Jean-Pierre Chevènement a parlé d’un budget militaire de plus de quatre cent milliards de dollars. On rejoint là une deuxième composante de l’identité américaine sur laquelle on a peu écrit en France mais qu’un très bon auteur, Anatol Lieven (qui a été cité), a exploré, c’est le militarisme américain, la confiance dans les armes, une sorte de super-confiance dans ce qu’on peut accomplir avec les armes. Le militarisme américain relève aussi de l’identité culturelle qui va de Hollywood aux play stations. Cette héroïsation, cette connotation positive de la force est un élément de la culture américaine. Les néo-conservateurs vont vendre très largement l’idée qu’on peut, par la force militaire, exporter la démocratie jeffersonienne sur les bords du Tigre.

Evidemment, le contact avec la réalité a été assez brutal, pour les Irakiens surtout, mais aussi pour les Américains. Dès l’élection de 2004, les néo-conservateurs ont quitté le devant de l’estrade et sont passés sous la table. Ils ont commencé à perdre considérablement de leur influence au profit de tous les gens qu’ils accusaient de pratiquer une sorte de réalisme diplomatique étroit en politique étrangère, c’est-à-dire l’équipe qui, grosso modo, entourait le père de l’actuel président. Ce sont eux qu’on voit revenir, non seulement Jim Baker, mais aussi Robert Gates, un des protégés du principal conseiller stratégique du Président, Brent Scowcroft, au Pentagone.

Le discours néo-conservateur est toujours présent. Le « Discours sur l’état de l’Union » que prononce Bush au lendemain de sa réélection, en 2004 est empreint de la rhétorique néo-conservatrice sur la confiance dans le pouvoir transformateur de la liberté. Mais il en a pris un sacré coup – en même temps que les Irakiens prenaient des coups.

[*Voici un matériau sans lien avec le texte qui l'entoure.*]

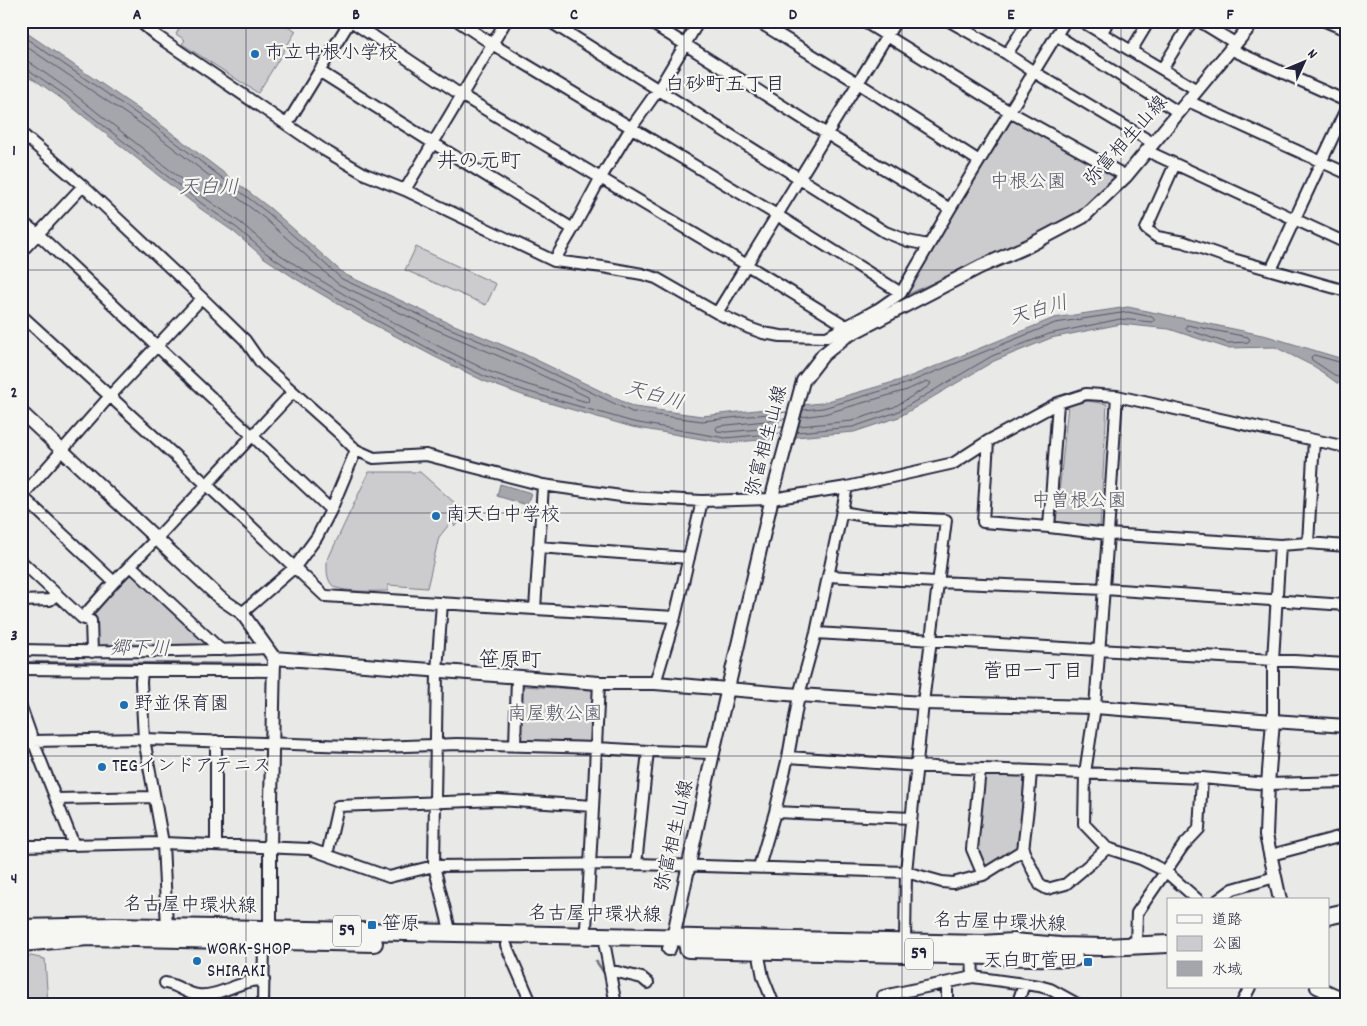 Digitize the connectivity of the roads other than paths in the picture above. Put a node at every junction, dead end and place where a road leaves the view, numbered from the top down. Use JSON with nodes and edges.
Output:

Les élections de 2006 sanctionnent largement l’échec de ce moment de la diplomatie américaine façonné par l’idéologie néo-conservatrice. Elles sonnent une sorte de réveil à la réalité proche orientale, assez brutal, dans les milieux dirigeants américains, en tout cas autour du Président. Et on voit bien que la façon dont la guerre a été conduite était en contradiction avec les termes mêmes de la proposition : exporter la démocratie par la force. On voit non seulement Abou Ghraïb et Guantanamo mais ce qui a précédé : une guerre qui a essentiellement coûté des vies de civils irakiens. Les bombardements, le « tout aérien », faisaient partie de cette super-confiance des Etats-Unis au déclenchement de la guerre d’Irak, dans ce qu’ils pouvaient accomplir avec la force militaire.

2004 marque la sortie de ce moment néo-conservateur de la diplomatie américaine et un tournant vers un moment beaucoup plus réaliste, avec d’autres hommes, d’autres influences. Il est très difficile de savoir si les recommandations de la Commission Baker-Hamilton seront suivies d’effet. Elle ne fera pas de miracles, on sait grosso modo ce qu’elle va dire, elle va préconiser un retrait ordonné des 140 000 soldats américains d’Irak, peut-être avec des dates butoirs pour les autorités irakiennes. On sait qu’elle va recommander aux Etats-Unis de nouer un dialogue sur la question irakienne avec la Syrie, avec l’Iran, qui exercent incontestablement une influence sur le pouvoir irakien. On ne sait pas du tout ce que le Président en fera, ni si cela lui permettra de sauver la face d’ici la fin de son mandat.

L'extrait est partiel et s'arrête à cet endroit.